THE TASK: In your copy, drop the images and return each record exactly as it stands.

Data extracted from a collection
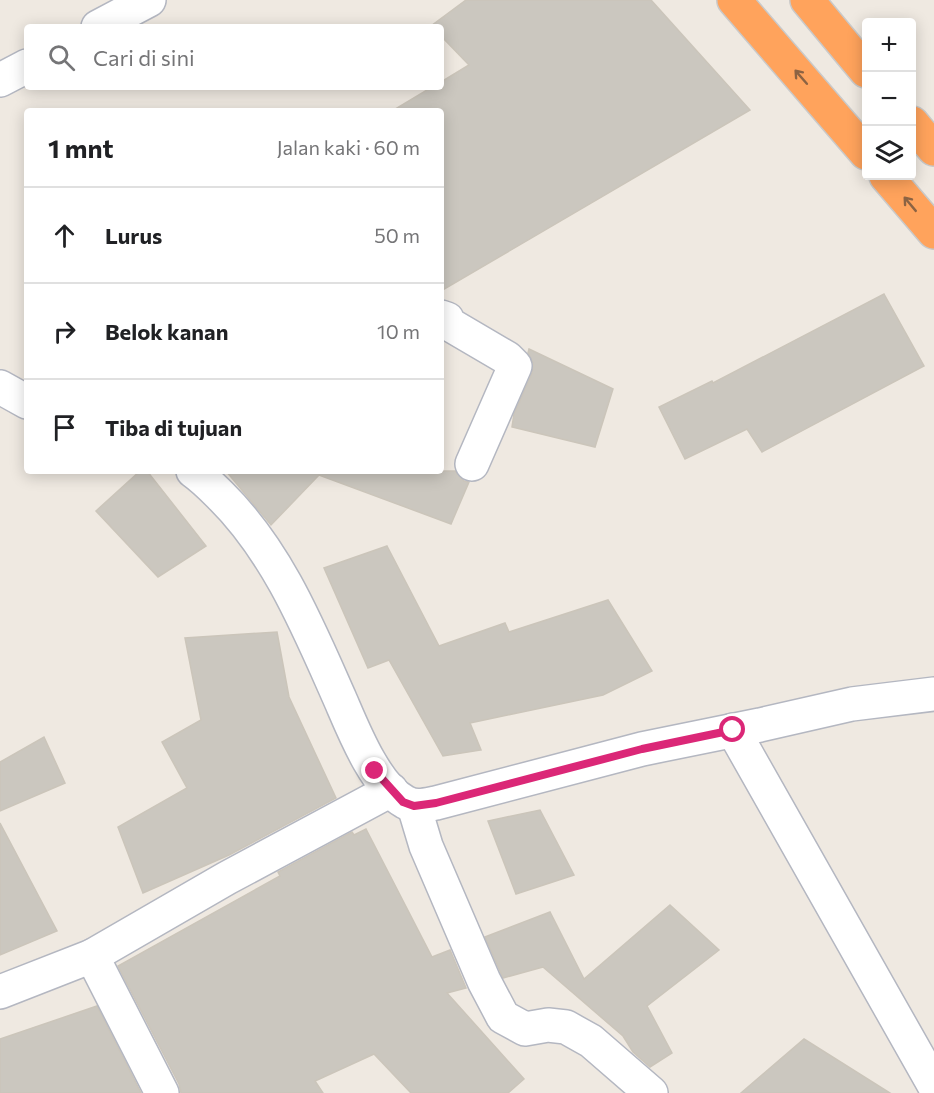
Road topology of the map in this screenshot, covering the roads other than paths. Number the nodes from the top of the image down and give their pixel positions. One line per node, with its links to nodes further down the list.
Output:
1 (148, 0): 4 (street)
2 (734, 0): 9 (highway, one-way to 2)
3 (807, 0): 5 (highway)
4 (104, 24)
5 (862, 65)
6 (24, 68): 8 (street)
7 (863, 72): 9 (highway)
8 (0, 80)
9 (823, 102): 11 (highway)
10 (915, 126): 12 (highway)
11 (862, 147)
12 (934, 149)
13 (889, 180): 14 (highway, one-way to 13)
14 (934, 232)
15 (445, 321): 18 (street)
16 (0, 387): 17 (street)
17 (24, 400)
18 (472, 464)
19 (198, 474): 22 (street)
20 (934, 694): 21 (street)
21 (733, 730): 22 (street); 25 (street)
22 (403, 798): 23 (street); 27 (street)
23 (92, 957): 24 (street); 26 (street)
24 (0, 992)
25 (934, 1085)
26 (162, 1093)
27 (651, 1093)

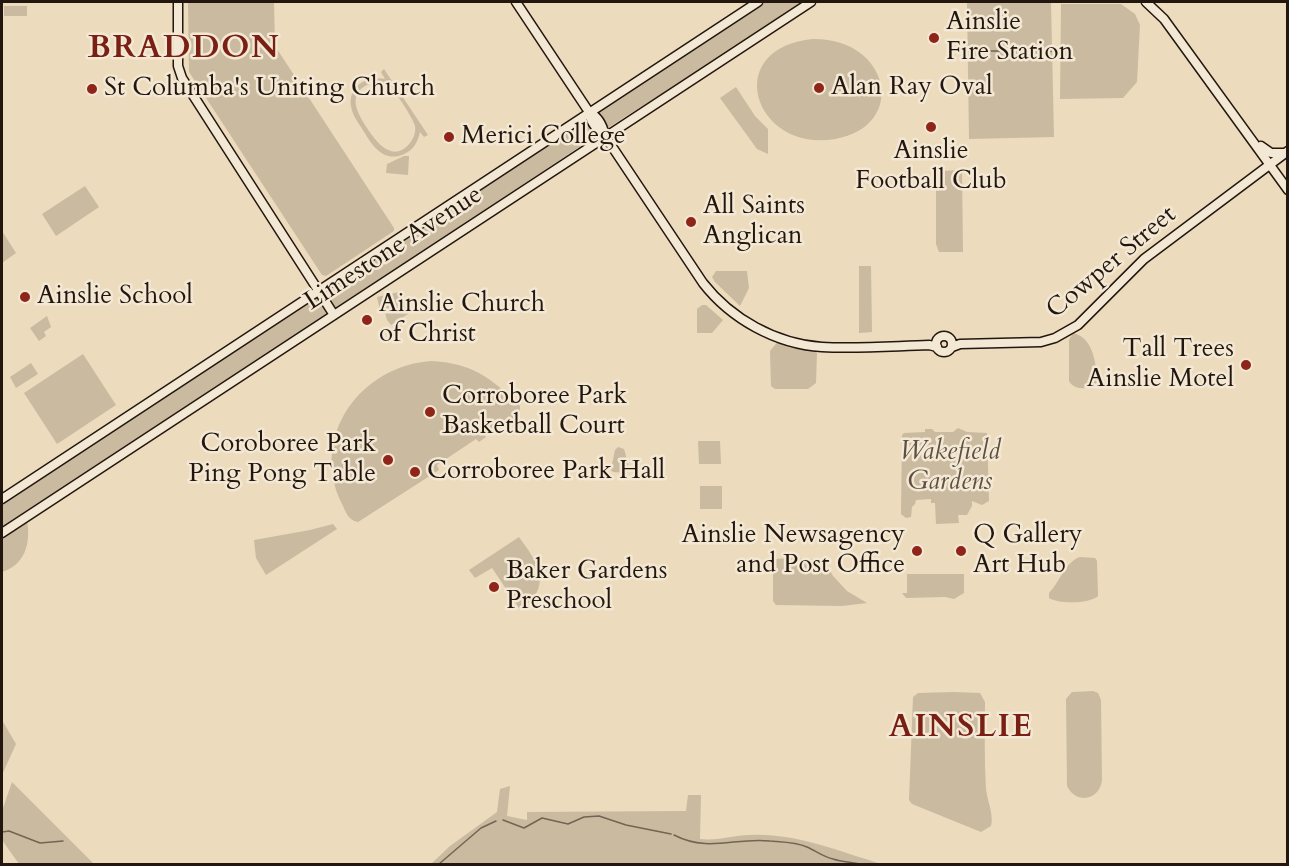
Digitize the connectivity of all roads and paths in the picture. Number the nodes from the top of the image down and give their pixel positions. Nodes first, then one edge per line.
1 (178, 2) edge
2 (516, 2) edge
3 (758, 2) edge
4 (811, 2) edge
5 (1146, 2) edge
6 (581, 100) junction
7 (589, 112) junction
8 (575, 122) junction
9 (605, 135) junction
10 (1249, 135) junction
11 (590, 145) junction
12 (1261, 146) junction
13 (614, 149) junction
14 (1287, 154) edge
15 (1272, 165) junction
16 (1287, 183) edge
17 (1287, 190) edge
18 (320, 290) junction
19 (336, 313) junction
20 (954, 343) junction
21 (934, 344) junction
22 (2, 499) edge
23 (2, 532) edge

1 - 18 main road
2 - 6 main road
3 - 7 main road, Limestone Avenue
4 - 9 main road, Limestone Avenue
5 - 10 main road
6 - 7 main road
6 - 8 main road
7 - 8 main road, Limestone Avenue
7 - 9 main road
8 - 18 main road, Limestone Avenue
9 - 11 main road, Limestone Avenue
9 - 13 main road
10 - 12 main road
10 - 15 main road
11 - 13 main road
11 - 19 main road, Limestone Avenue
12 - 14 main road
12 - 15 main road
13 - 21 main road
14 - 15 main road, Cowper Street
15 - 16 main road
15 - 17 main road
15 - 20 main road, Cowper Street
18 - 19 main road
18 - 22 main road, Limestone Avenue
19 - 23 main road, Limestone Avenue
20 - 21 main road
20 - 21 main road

EXERCISE OUTPUT:
Road topology of the map in this screenshot, covering the roads other than paths. Number the nodes from the top of the image down and give their pixel positions. One line per node, with its links to nodes further down the list.
Output:
1 (148, 0): 4 (street)
2 (734, 0): 9 (highway, one-way to 2)
3 (807, 0): 5 (highway)
4 (104, 24)
5 (862, 65)
6 (24, 68): 8 (street)
7 (863, 72): 9 (highway)
8 (0, 80)
9 (823, 102): 11 (highway)
10 (915, 126): 12 (highway)
11 (862, 147)
12 (934, 149)
13 (889, 180): 14 (highway, one-way to 13)
14 (934, 232)
15 (445, 321): 18 (street)
16 (0, 387): 17 (street)
17 (24, 400)
18 (472, 464)
19 (198, 474): 22 (street)
20 (934, 694): 21 (street)
21 (733, 730): 22 (street); 25 (street)
22 (403, 798): 23 (street); 27 (street)
23 (92, 957): 24 (street); 26 (street)
24 (0, 992)
25 (934, 1085)
26 (162, 1093)
27 (651, 1093)

Digitize the connectivity of all roads and paths in the picture. Number the nodes from the top of the image down and give their pixel positions. Nodes first, then one edge per line.
1 (178, 2) edge
2 (516, 2) edge
3 (758, 2) edge
4 (811, 2) edge
5 (1146, 2) edge
6 (581, 100) junction
7 (589, 112) junction
8 (575, 122) junction
9 (605, 135) junction
10 (1249, 135) junction
11 (590, 145) junction
12 (1261, 146) junction
13 (614, 149) junction
14 (1287, 154) edge
15 (1272, 165) junction
16 (1287, 183) edge
17 (1287, 190) edge
18 (320, 290) junction
19 (336, 313) junction
20 (954, 343) junction
21 (934, 344) junction
22 (2, 499) edge
23 (2, 532) edge

1 - 18 main road
2 - 6 main road
3 - 7 main road, Limestone Avenue
4 - 9 main road, Limestone Avenue
5 - 10 main road
6 - 7 main road
6 - 8 main road
7 - 8 main road, Limestone Avenue
7 - 9 main road
8 - 18 main road, Limestone Avenue
9 - 11 main road, Limestone Avenue
9 - 13 main road
10 - 12 main road
10 - 15 main road
11 - 13 main road
11 - 19 main road, Limestone Avenue
12 - 14 main road
12 - 15 main road
13 - 21 main road
14 - 15 main road, Cowper Street
15 - 16 main road
15 - 17 main road
15 - 20 main road, Cowper Street
18 - 19 main road
18 - 22 main road, Limestone Avenue
19 - 23 main road, Limestone Avenue
20 - 21 main road
20 - 21 main road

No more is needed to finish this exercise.